Paramentenmeister hat geschrieben:
Freitag 27. Oktober 2017, 06:26

Ich suche aufgrund meiner Berufung eine Ordensgemeinschaft, bevorzugt alter Orden mit monastischer Spiritualität. Diesbezüglich kam ich auch auf die OCistler. Mir sagt vom äußsren schein die Abtei Marienstatt eigentlich gut zu, würde aber vorab schon gerne von Ihnen, sehr verehrte Mitforanden einige Informationen beziehen. Ich weiß kaum etwas wie dieses Kloster ausgerichtet ist, obwohl ich bisher einige Zeit darauf verwendet habe, Informationen zu finden. Allerdings weiß ich von einem befreundeten Seminaristen, dass immmer wieder Novizen dIe Abtei verlassen.
Dass Novizen ein Kloster verlassen kommt überall vor und auch vermehrt, man geht davon aus, dass ungefähr die Hälfte der Ordensleute ein Kloster vor der ewigen Profess verlässt. Nimm dies also nicht so schlimm. Wenn du dieses Kloster als deinen Weg erkennst, dann wähle es.

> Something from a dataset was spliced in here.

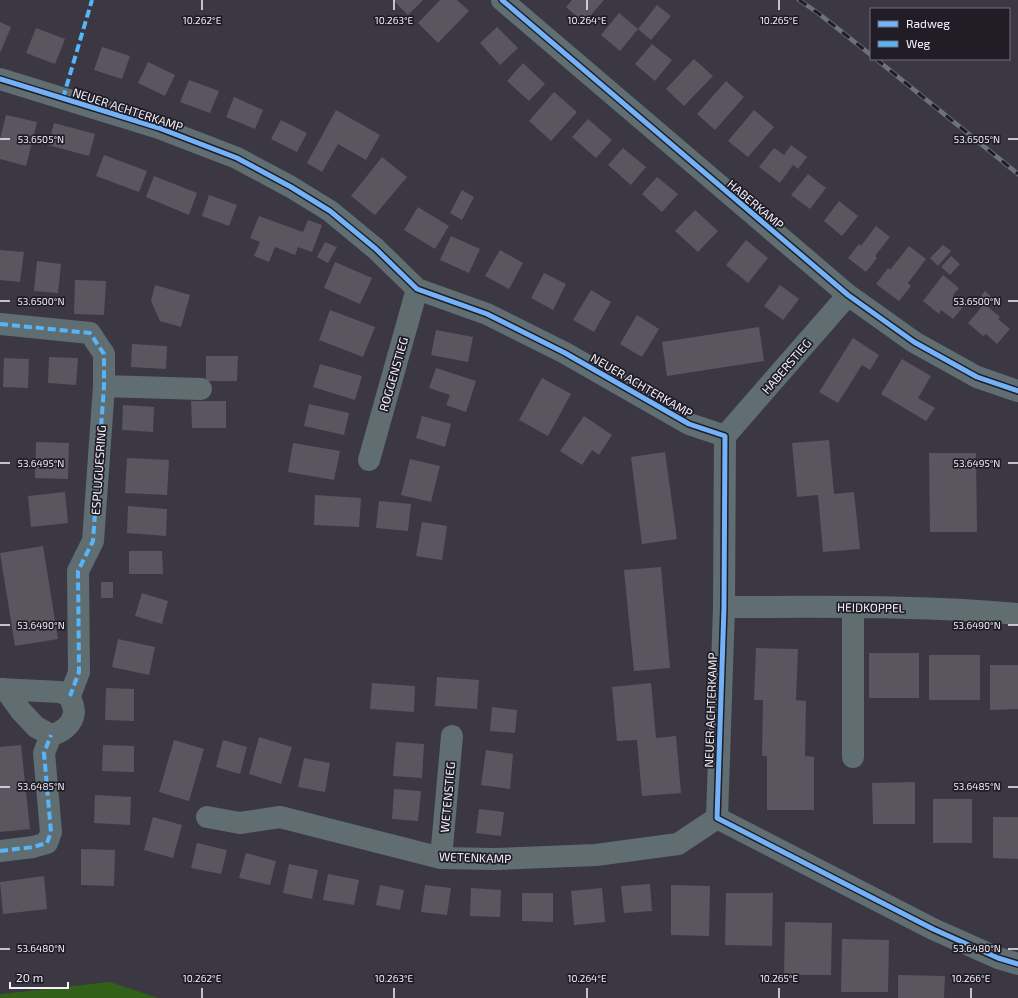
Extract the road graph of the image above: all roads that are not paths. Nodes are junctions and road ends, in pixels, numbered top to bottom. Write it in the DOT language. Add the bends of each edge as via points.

Und der Grund dafür, dass man geht, liegt oft in geistlichen Kämpfen; kurz vor der Profess, kurz vor der ewigen Profess. Die sind bei einigen so heftig, dass sie sich nicht würdig fühlen.

Übrigens: Es kommt inzwischen auch immer häufiger vor, dass Leute kurz vor der Ehe einen Rückzieher machen.
Ich bin gerne katholisch, mit Leib und Seele!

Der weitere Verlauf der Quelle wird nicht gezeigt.